Bounding box coordinate data:
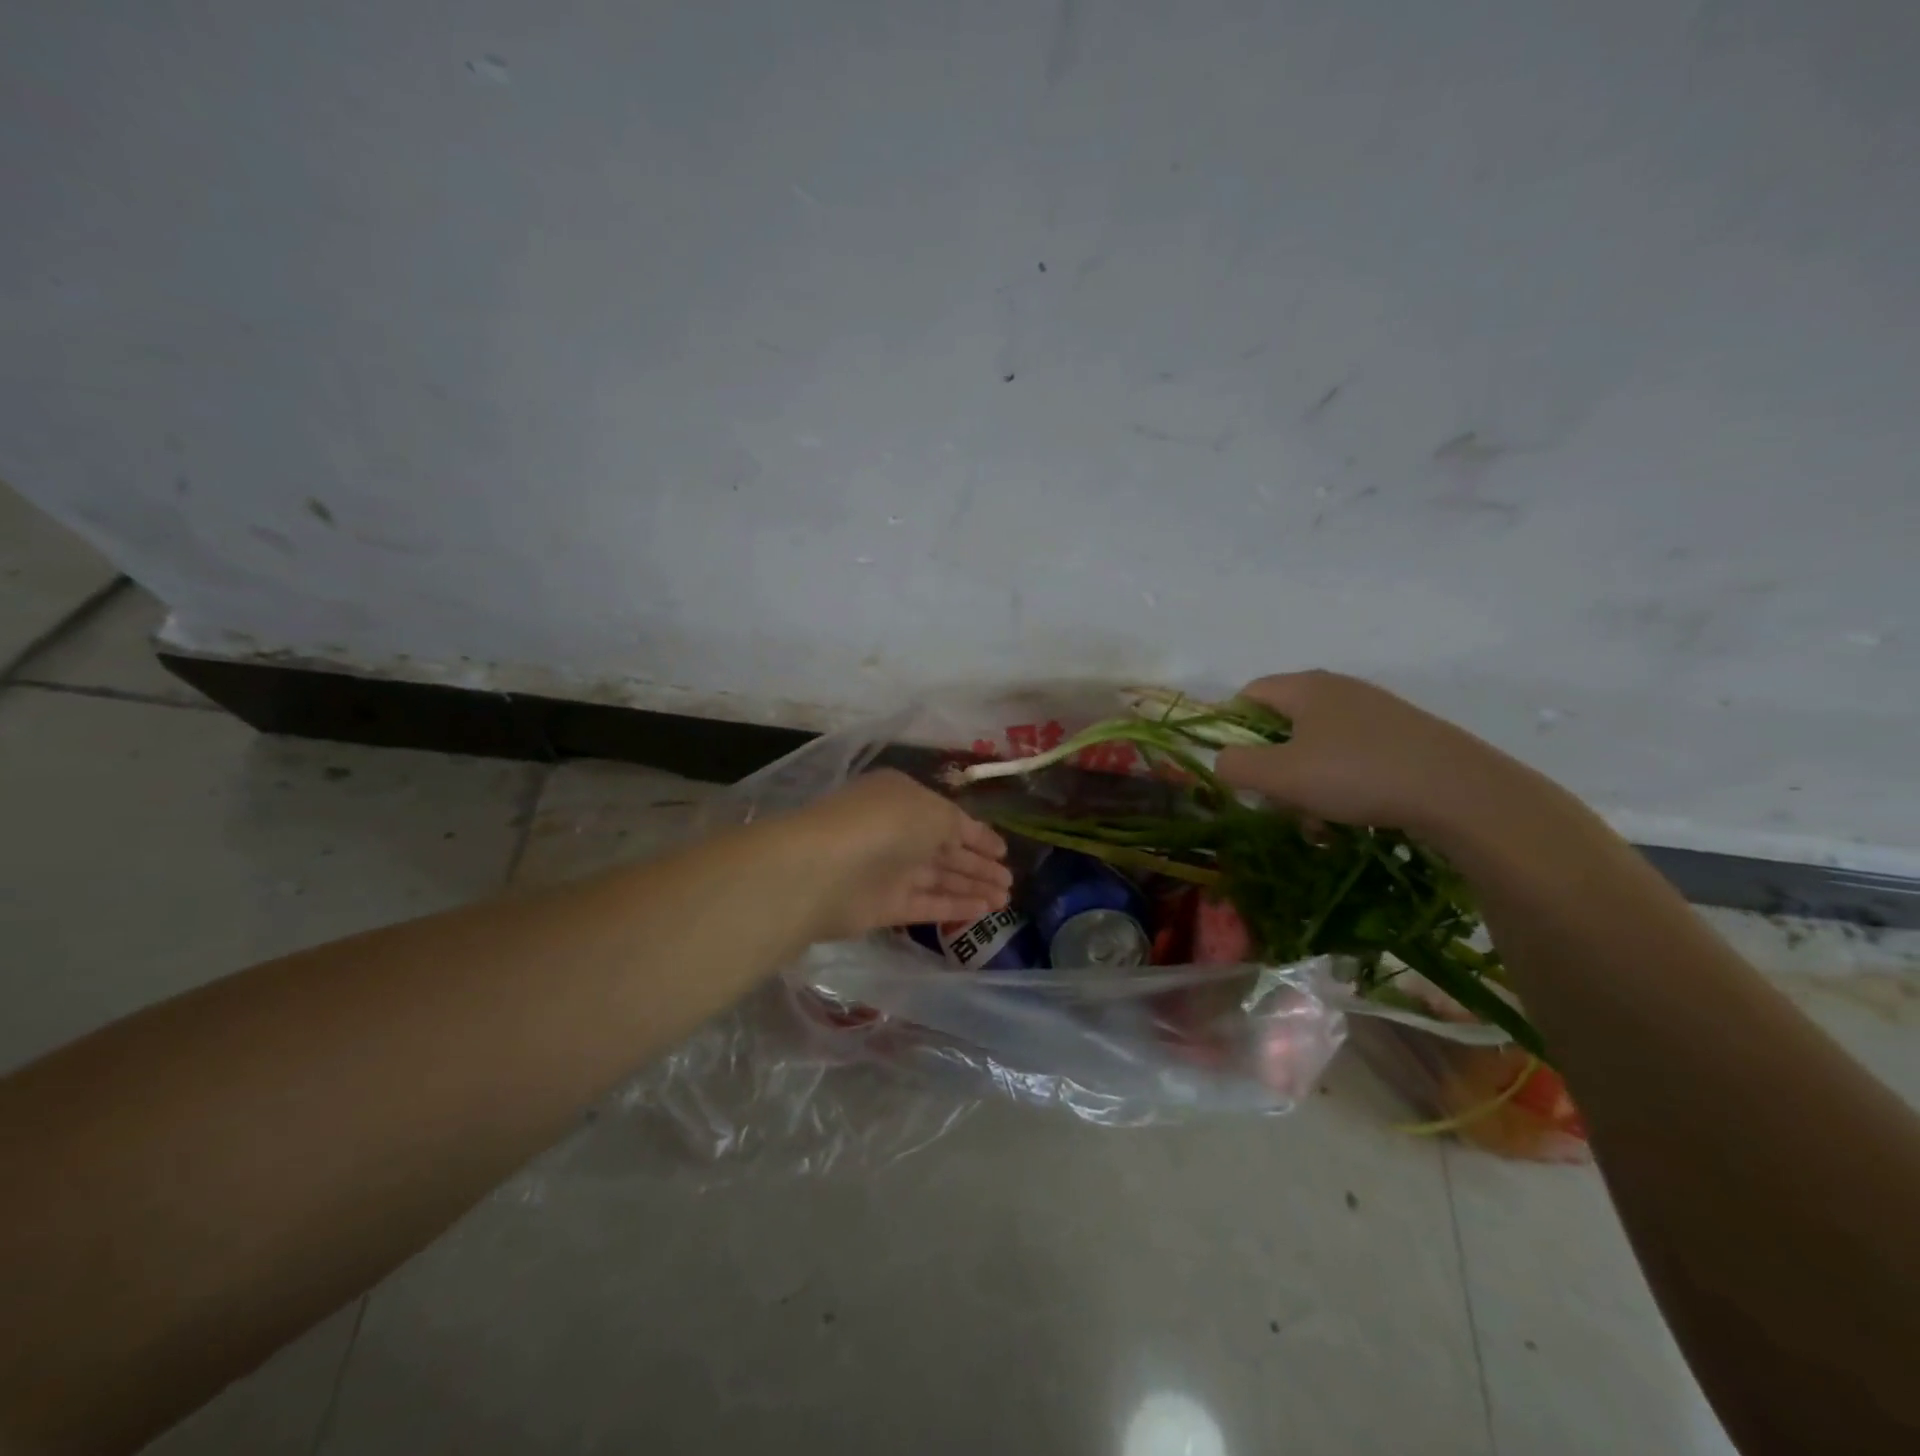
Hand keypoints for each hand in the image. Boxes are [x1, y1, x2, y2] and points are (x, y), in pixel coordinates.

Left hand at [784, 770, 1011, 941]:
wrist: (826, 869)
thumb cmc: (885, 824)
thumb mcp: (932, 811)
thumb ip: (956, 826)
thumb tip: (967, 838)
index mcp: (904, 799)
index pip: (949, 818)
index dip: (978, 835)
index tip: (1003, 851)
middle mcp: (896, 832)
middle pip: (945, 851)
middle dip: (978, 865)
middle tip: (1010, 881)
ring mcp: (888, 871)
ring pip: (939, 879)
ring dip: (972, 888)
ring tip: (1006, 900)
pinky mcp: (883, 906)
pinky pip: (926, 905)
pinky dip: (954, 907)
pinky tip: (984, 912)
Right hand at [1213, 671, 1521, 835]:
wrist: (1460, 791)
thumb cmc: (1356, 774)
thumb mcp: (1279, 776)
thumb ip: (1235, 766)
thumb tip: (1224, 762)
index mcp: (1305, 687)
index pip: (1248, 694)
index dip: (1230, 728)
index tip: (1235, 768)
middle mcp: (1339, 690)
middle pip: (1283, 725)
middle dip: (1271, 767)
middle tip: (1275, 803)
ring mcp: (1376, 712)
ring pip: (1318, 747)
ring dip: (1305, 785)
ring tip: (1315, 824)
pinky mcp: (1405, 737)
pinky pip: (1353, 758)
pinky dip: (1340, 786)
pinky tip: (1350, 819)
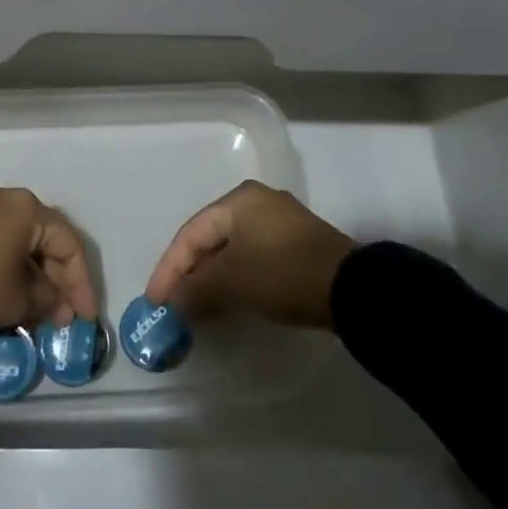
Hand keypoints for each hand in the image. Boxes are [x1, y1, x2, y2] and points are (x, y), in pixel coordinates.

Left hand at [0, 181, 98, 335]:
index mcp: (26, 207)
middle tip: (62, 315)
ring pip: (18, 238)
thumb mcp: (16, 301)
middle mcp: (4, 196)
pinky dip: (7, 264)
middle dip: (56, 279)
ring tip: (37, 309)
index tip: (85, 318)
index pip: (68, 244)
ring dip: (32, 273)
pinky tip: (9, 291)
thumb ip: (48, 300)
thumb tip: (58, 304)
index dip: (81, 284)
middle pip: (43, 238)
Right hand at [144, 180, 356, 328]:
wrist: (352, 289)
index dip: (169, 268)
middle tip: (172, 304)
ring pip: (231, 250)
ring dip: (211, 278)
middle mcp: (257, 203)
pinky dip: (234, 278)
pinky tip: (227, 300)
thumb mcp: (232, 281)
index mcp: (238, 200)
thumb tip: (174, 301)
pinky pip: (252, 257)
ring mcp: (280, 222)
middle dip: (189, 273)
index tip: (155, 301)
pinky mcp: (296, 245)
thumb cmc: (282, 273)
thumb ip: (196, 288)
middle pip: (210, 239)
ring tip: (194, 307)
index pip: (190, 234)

* * *

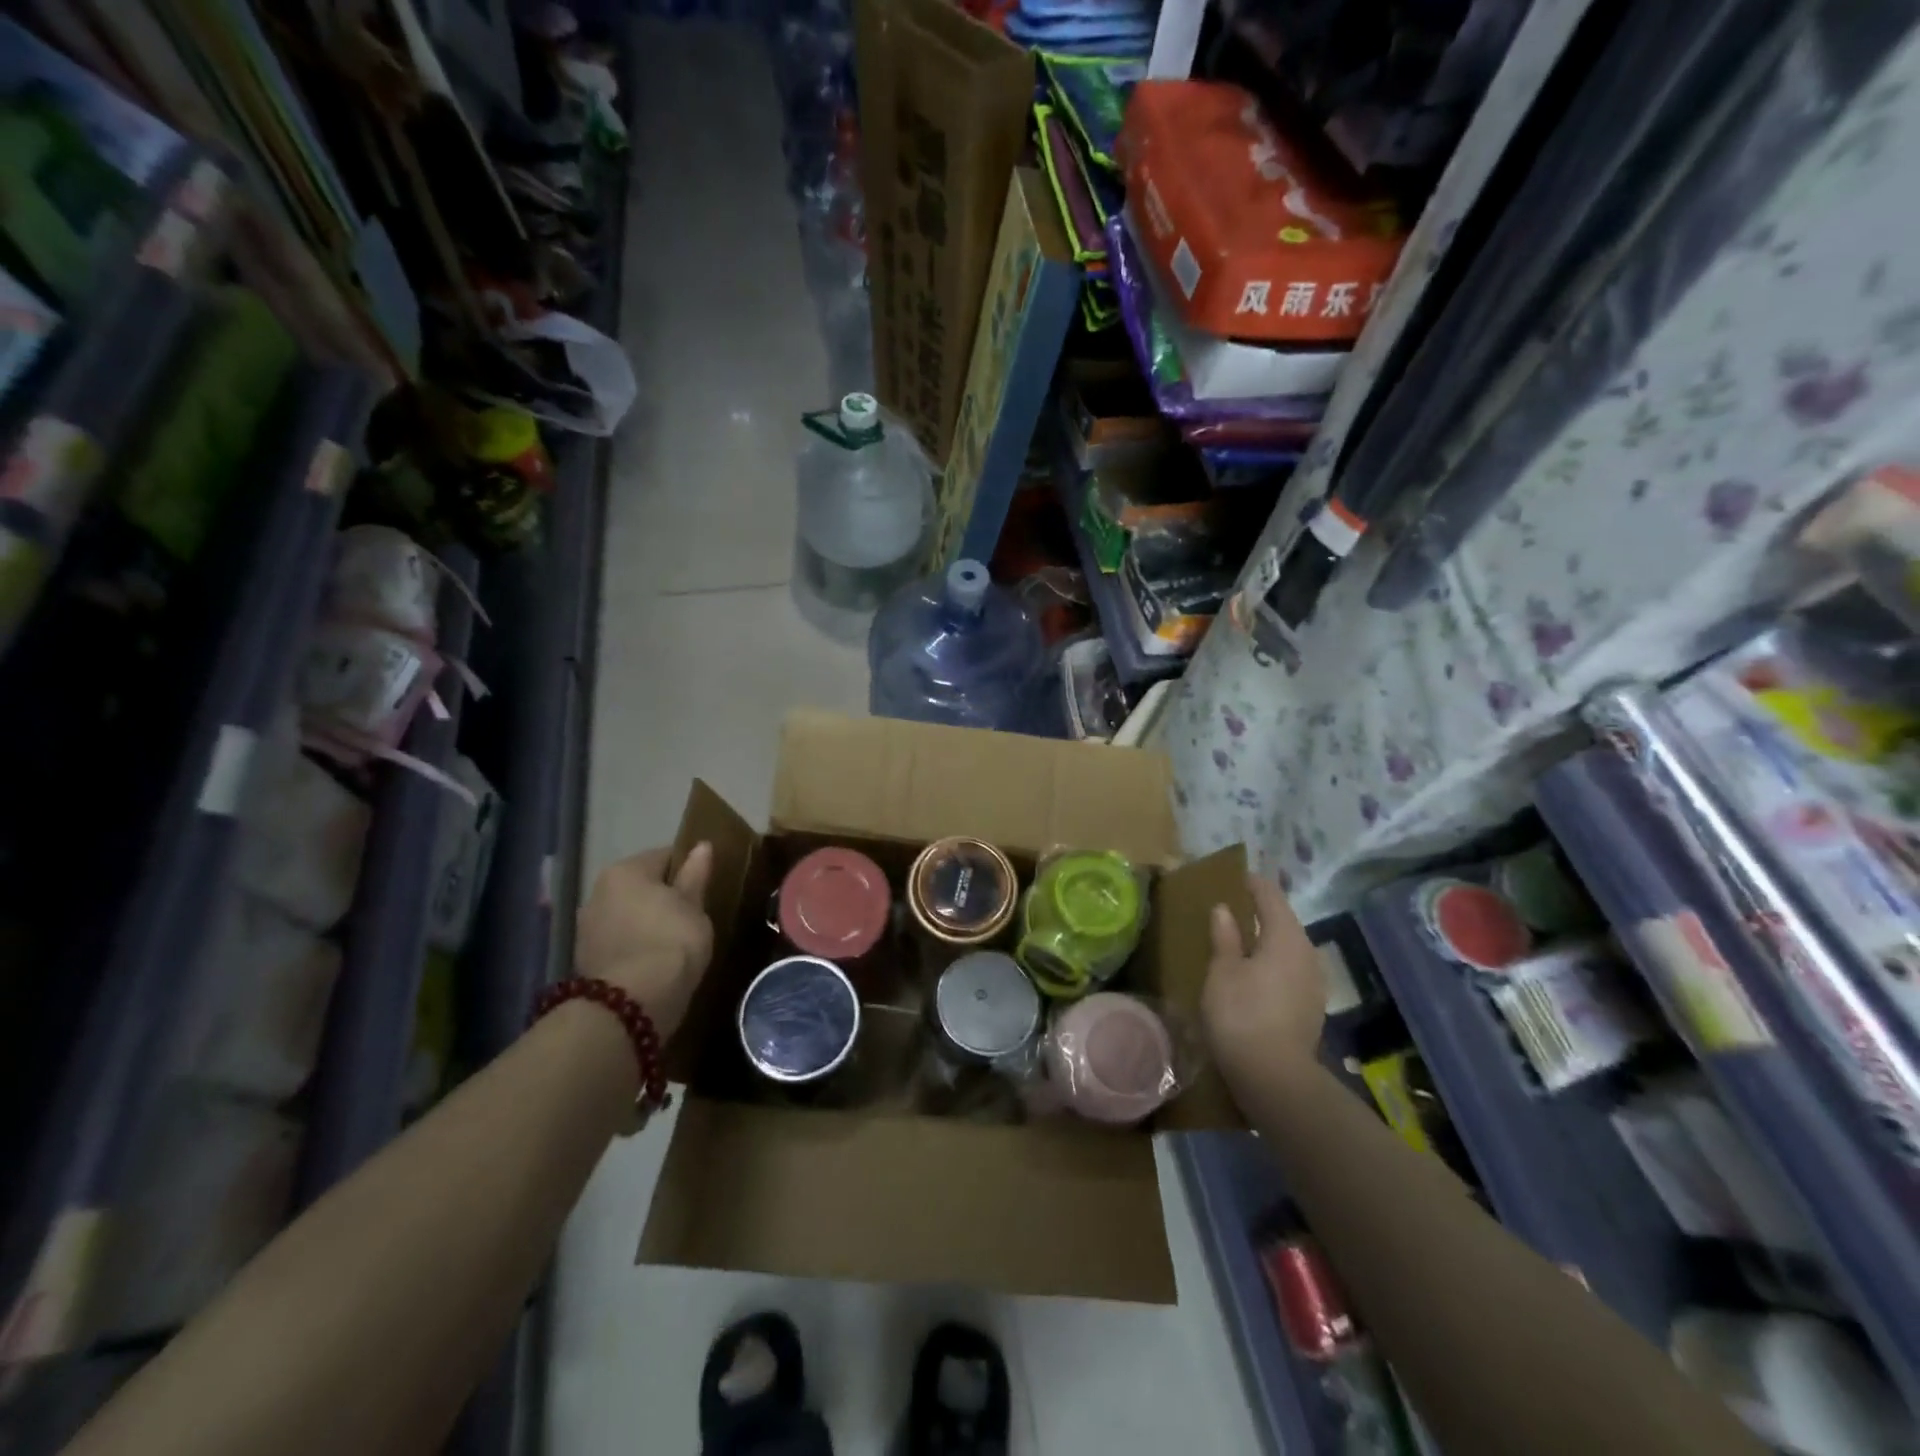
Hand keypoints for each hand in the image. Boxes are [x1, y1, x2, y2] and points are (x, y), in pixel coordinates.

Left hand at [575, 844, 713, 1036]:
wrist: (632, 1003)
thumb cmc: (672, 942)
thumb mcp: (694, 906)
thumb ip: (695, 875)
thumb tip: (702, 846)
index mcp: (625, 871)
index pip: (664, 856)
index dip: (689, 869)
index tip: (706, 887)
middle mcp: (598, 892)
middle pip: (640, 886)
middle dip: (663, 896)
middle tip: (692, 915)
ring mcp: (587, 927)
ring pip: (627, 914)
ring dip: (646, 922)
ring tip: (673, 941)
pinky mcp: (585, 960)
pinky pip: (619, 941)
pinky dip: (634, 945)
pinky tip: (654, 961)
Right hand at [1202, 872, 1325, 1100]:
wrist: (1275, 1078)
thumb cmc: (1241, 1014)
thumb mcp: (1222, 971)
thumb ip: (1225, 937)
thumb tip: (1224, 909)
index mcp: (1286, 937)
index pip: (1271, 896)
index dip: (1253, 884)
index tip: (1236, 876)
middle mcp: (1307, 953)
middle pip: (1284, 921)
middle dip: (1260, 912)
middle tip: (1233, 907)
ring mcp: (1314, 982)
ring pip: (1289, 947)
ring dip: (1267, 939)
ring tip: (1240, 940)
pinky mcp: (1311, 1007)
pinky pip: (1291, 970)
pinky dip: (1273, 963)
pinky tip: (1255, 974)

Work task:
Each line above from the one with "middle tip: (62, 315)" up to and including the one with "index pip: (190, 234)" must be set down exactly, and no line outside that span may appear.

Exercise answer:
middle tip: (62, 315)
ring pip: (18, 238)
thumb mcp: (16, 301)
middle mcp: (4, 196)
pinky dip: (7, 264)
middle dip: (56, 279)
ring tip: (37, 309)
index tip: (85, 318)
index pip: (68, 244)
ring dip: (32, 273)
pinky tip: (9, 291)
thumb ip: (48, 300)
thumb tip: (58, 304)
index dip: (81, 284)
middle pip: (43, 238)
Right hand at [144, 180, 356, 328]:
wrist: (352, 289)
index dip: (169, 268)
middle tip: (172, 304)
ring pip: (231, 250)
ring dip: (211, 278)
middle mcp: (257, 203)
pinky dip: (234, 278)
pinky tip: (227, 300)
thumb mcp: (232, 281)
index mcp: (238, 200)
thumb tip: (174, 301)
pinky pip: (252, 257)
ring mcp: (280, 222)
middle dip: (189, 273)
index tip: (155, 301)
pinky mcp: (296, 245)
thumb cmc: (282, 273)
thumb ip: (196, 288)
middle pip: (210, 239)
ring tip: (194, 307)
index pip: (190, 234)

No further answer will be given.